→ **YOUR TASK**
Whenever a line in the data contains "white", show that line.

[Records from a dataset]
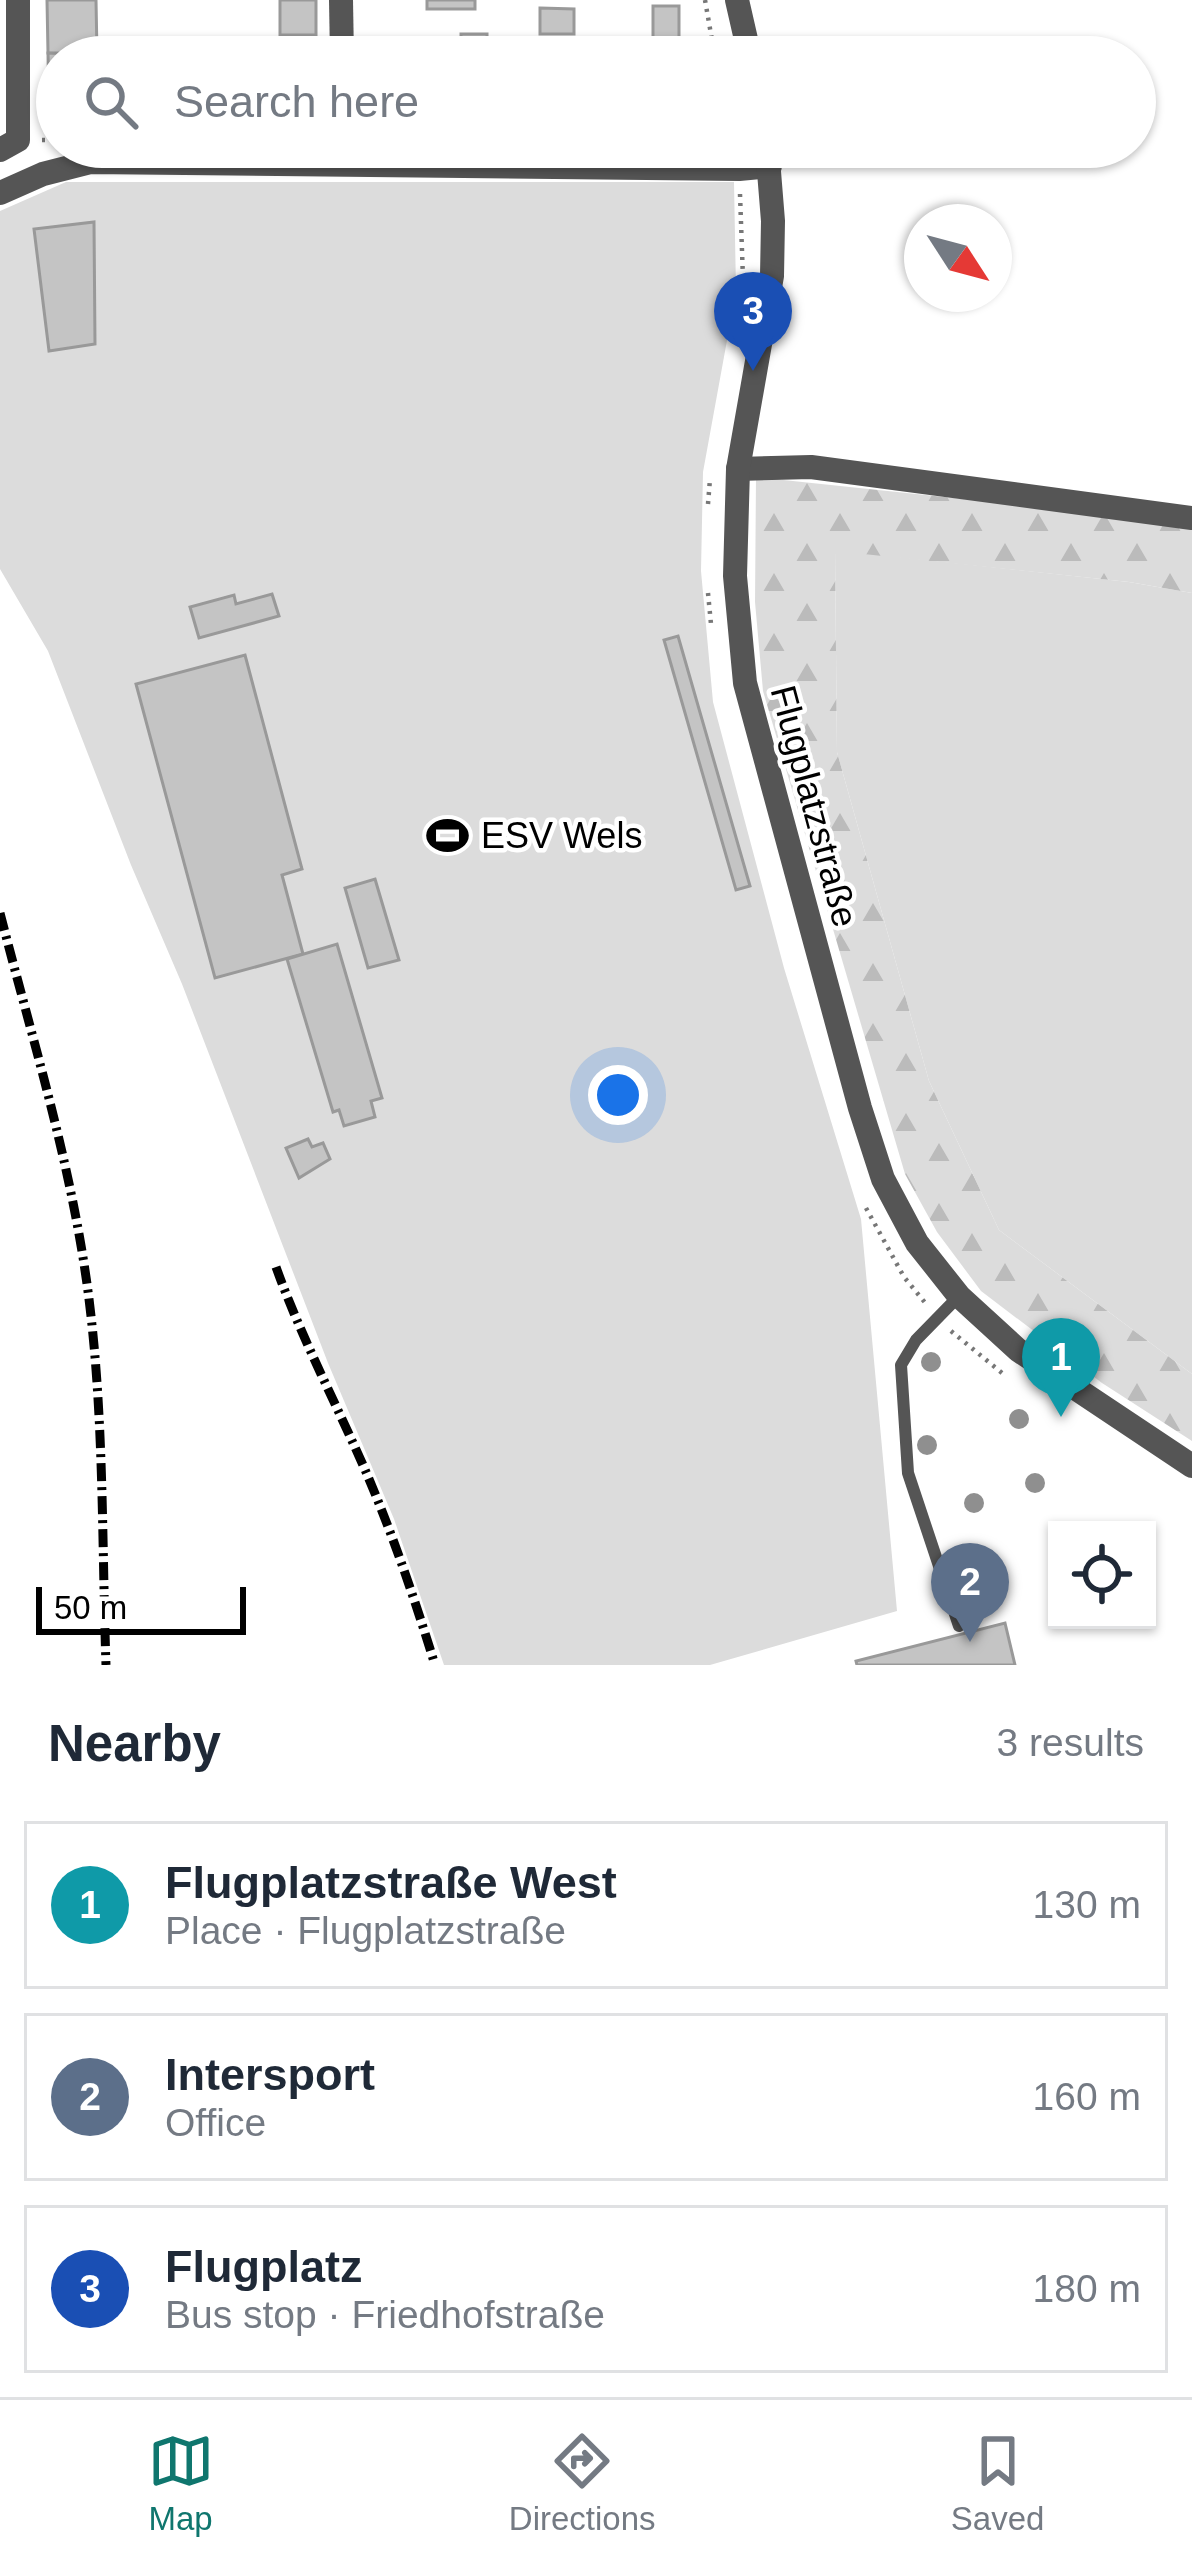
<!DOCTYPE html>
<meta charset="utf-8">
<style>
body{margin:0;font-family:Helvetica,sans-serif;background:#f6f6f7;color:#1f2937}
.controls{position:absolute;right:36px;bottom:36px;display:grid;overflow:hidden;border-radius:0px;box-shadow:0 3px 9px #0004}
.controls button{width:108px;height:108px;display:grid;place-items:center;padding:0;border:0;border-bottom:3px solid #e0e1e3;background:#fff;color:#1f2937;font:60px sans-serif}
.compass{position:absolute;left:904px;top:204px;width:108px;height:108px;border-radius:50%;background:#fff;box-shadow:0 3px 9px #0004;rotate:126deg}
.scale{position:absolute;left:36px;bottom:30px;width:210px;box-sizing:border-box;padding-left:12px;border:6px solid #000;border-top:0;font-size:33px;line-height:42px;white-space:nowrap;color:#000;-webkit-text-stroke:9px #fff;paint-order:stroke}
.you{position:absolute;left:618px;top:1095px;width:42px;height:42px;margin:-30px;border:9px solid #fff;border-radius:50%;background:#1a73e8;box-shadow:0 0 0 18px #1a73e833}
.badge{display:grid;place-items:center;width:78px;height:78px;border-radius:50%;background:#0f766e;color:#fff;font-size:39px;font-weight:700}
.pin{position:absolute;translate:-50% -99px;filter:drop-shadow(0 3px 6px #0008)}
.pin::after{content:'';position:absolute;top:63px;width:42px;height:36px;background:inherit;clip-path:polygon(0 0,100% 0,50% 100%)}
.list{margin:0;padding:0;list-style:none}
h2{display:flex;justify-content:space-between;align-items:center;height:156px;margin:0;padding:0 48px;font-size:51px}
h2 small{font-size:39px;font-weight:400;color:#747a83}
.list li{display:grid;grid-template-columns:78px 1fr auto;gap:36px;align-items:center;box-sizing:border-box;height:168px;margin:0 24px 24px;padding:0 24px;border:3px solid #e0e1e3;border-radius:0px}
.list b{display:block;font-size:45px;white-space:nowrap}
.list p{margin:0;font-size:39px;white-space:nowrap;color:#747a83}
.list em{font-size:39px;font-style:normal;color:#747a83}
.icon{flex:none;width:66px;height:66px;fill:none;stroke:currentColor;stroke-width:2;stroke-linecap:round;stroke-linejoin:round}
.map{position:relative;flex:none;width:1192px;height:1665px;overflow:hidden}
.search{position:absolute;background:#fff;box-shadow:0 3px 9px #0004;left:36px;right:36px;top:36px;height:132px;display:flex;align-items:center;gap:30px;box-sizing:border-box;padding:0 42px;border-radius:66px;color:#747a83;font-size:45px}
.sheet{height:732px;background:#fff}
nav{display:flex;justify-content:space-around;align-items:center;box-sizing:border-box;height:168px;border-top:3px solid #e0e1e3;background:#fff;font-size:33px;color:#747a83}
nav a{display:grid;justify-items:center;gap:6px}
nav .on{color:#0f766e}
.map>svg:first-child{display:block}
.grass{fill:#dcdcdc}
.forest{fill:url(#forest-firs)}
.building{fill:#c4c4c4;stroke:#999;stroke-width:3}
.lines{fill:none;stroke-linecap:round;stroke-linejoin:round}
.path{stroke:#777;stroke-width:4.5;stroke-dasharray:3 6;stroke-linecap:butt}
.service{stroke:#555;stroke-width:12}
.minor{stroke:#555;stroke-width:24}
.tertiary{stroke:#555;stroke-width:24}
.rail{stroke:#000;stroke-width:9;stroke-dasharray:18 6 3 6;stroke-linecap:butt}
.tree{fill:#8f8f8f}
.labels{text-anchor:middle;stroke-width:9;stroke-linejoin:round;paint-order:stroke}
.street-label{font-size:36px;fill:#000;stroke:#fff}
.poi-label{font-size:36px;fill:#000;stroke:#fff;text-anchor:start}
</style>
<div class="map">
<svg width="1192" height="1665" viewBox="0 0 1192 1665">
<defs>
<pattern id="forest-firs" width="22" height="20" patternUnits="userSpaceOnUse" patternTransform="scale(3)"><rect width="22" height="20" fill="#dcdcdc"/><path d="M5 1l3.5 6h-7zM16 11l3.5 6h-7z" fill="#bbb"/></pattern>
</defs>
<rect width="100%" height="100%" fill="#fff"/>
<!-- grass -->
<g class="grass">
<path d="M66,182H734L736,291L703,472L701,571L713,702L784,968L861,1219L897,1611L710,1665H444L394,1519L328,1363L182,984L131,865L48,651L0,569V211Z"/>
<path d="M835,550L1129,582L1192,593V1374L999,1230L929,1081L837,752Z"/>
</g>
<!-- forest -->
<path class="forest" d="M756,477L1105,514L1192,528V593L1129,582L835,551L837,752L929,1081L999,1230L1192,1374V1441L1102,1383L981,1291L937,1232L905,1174L763,691L755,602Z"/>
<!-- building -->
<g class="building">
<path d="M47,0H96L97,54L48,53Z"/>
<rect x="280" y="0" width="36" height="35"/>
<rect x="427" y="0" width="48" height="9"/>
<rect x="653" y="6" width="26" height="39"/>
<path d="M540,8L574,9V34H540Z"/>
<path d="M461,34H487V54L444,57V51H461Z"/>
<rect x="258" y="39" width="32" height="14"/>
<path d="M48,53L92,54V57H57V115L49,116Z"/>
<path d="M94,222L95,344L49,351L34,229Z"/>
<path d="M272,594L279,616L199,638L190,607L234,595L236,604Z"/>
<path d="M678,636L750,886L736,890L664,640Z"/>
<path d="M245,655L302,869L282,875L303,954L215,978L136,684Z"/>
<path d="M375,879L399,960L368,968L345,888Z"/>
<path d="M337,944L382,1098L371,1101L375,1117L344,1126L339,1110L333,1112L287,959Z"/>
<path d="M308,1139L312,1147L323,1143L330,1159L299,1178L286,1148Z"/>
<path d="M1005,1623L1015,1665H857L856,1661Z"/>
</g>
<g class="lines">
<!-- path -->
<g class="path">
<path d="M705,0L715,57"/>
<path d="M42,140H57"/>
<path d="M740,194L743,279"/>
<path d="M708,504L710,479"/>
<path d="M708,593L711,624"/>
<path d="M866,1208L904,1277L927,1305"/>
<path d="M951,1331L1002,1373"/>
</g>
<!-- service -->
<path class="service" d="M959,1626L908,1473L901,1365L916,1340L959,1296"/>
<!-- minor -->
<g class="minor">
<path d="M341,0L342,57"/>
<path d="M0,150L18,140V0"/>
<path d="M0,193L43,174L90,162L739,169L770,166"/>
<path d="M738,469L811,467L1192,518"/>
</g>
<!-- tertiary -->
<g class="tertiary">
<path d="M737,0L750,57"/>
<path d="M767,147L773,221L772,276L738,469L735,576L745,683L860,1108L883,1179L917,1243L959,1296L1018,1350L1192,1466"/>
</g>
<!-- rail -->
<g class="rail">
<path d="M0,913C34,1046 76,1179 91,1316C104,1431 102,1549 106,1665"/>
<path d="M276,1267C301,1337 336,1403 366,1472C393,1535 415,1600 435,1665"/>
</g>
</g>
<!-- trees -->
<g class="tree">
<circle cx="931" cy="1362" r="10"/>
<circle cx="1019" cy="1419" r="10"/>
<circle cx="927" cy="1445" r="10"/>
<circle cx="1035" cy="1483" r="10"/>
<circle cx="974" cy="1503" r="10"/>
</g>
<!-- icons -->
<defs>
<symbol id="stadium-bare" viewBox="-9 -9 18 18"><path d="M0-5a6.5 5 0 1 0 0 10a6.5 5 0 1 0 0-10ZM-3.5-1.8h7v3.6h-7Z" fill="#000" stroke="#fff" stroke-width="2.5" paint-order="stroke"/></symbol>
</defs>
<g fill-rule="evenodd">
<use href="#stadium-bare" x="418" y="806" width="59" height="59"/>
</g>
<g class="labels">
<!-- street labels -->
<g class="street-label">
<text transform="translate(815 806) rotate(75)" y="13">Flugplatzstraße</text>
</g>
<!-- poi labels -->
<g class="poi-label">
<text x="481" y="848">ESV Wels</text>
</g>
</g>
</svg>
<div class="controls">
<button><svg class="icon" aria-label="locate" viewBox="0 0 24 24"><circle cx="12" cy="12" r="6"/><path d="M12 2v4M12 18v4M2 12h4M18 12h4"/></svg></button>
</div>
<svg class="compass" viewBox="-18 -18 36 36"><path d="M0-13l5 13h-10z" fill="#e53935"/><path d="M0 13l5-13h-10z" fill="#747a83"/></svg>
<div class="scale">50 m</div>
<div class="you"></div>
<div class="pin badge" style="left:1061px;top:1417px;background:#0f9aa8">1</div>
<div class="pin badge" style="left:970px;top:1642px;background:#5c6f8a">2</div>
<div class="pin badge" style="left:753px;top:371px;background:#1a4fb4">3</div>
<div class="search"><svg class="icon" aria-label="search" viewBox="0 0 24 24"><circle cx="10" cy="10" r="6"/><path d="M15 15l6 6"/></svg>Search here</div>
</div>
<section class="sheet">
<h2>Nearby<small>3 results</small></h2>
<ul class="list">
<li><span class="badge" style="background:#0f9aa8">1</span><div><b>Flugplatzstraße West</b><p>Place · Flugplatzstraße</p></div><em>130 m</em></li>
<li><span class="badge" style="background:#5c6f8a">2</span><div><b>Intersport</b><p>Office</p></div><em>160 m</em></li>
<li><span class="badge" style="background:#1a4fb4">3</span><div><b>Flugplatz</b><p>Bus stop · Friedhofstraße</p></div><em>180 m</em></li>
</ul>
</section>
<nav>
<a class="on"><svg class="icon" aria-label="map" viewBox="0 0 24 24"><path d="M3 6l6-2 6 2 6-2v14l-6 2-6-2-6 2zM9 4v14M15 6v14"/></svg>Map</a>
<a><svg class="icon" aria-label="directions" viewBox="0 0 24 24"><path d="M12 3l9 9-9 9-9-9zM9 14v-3h6M13 9l2 2-2 2"/></svg>Directions</a>
<a><svg class="icon" aria-label="saved" viewBox="0 0 24 24"><path d="M7 4h10v16l-5-4-5 4z"/></svg>Saved</a>
</nav>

→ **EXERCISE SOLUTION**
.scale{position:absolute;left:36px;bottom:30px;width:210px;box-sizing:border-box;padding-left:12px;border:6px solid #000;border-top:0;font-size:33px;line-height:42px;white-space:nowrap;color:#000;-webkit-text-stroke:9px #fff;paint-order:stroke}
.list b{display:block;font-size:45px;white-space:nowrap}
.list p{margin:0;font-size:39px;white-space:nowrap;color:#747a83}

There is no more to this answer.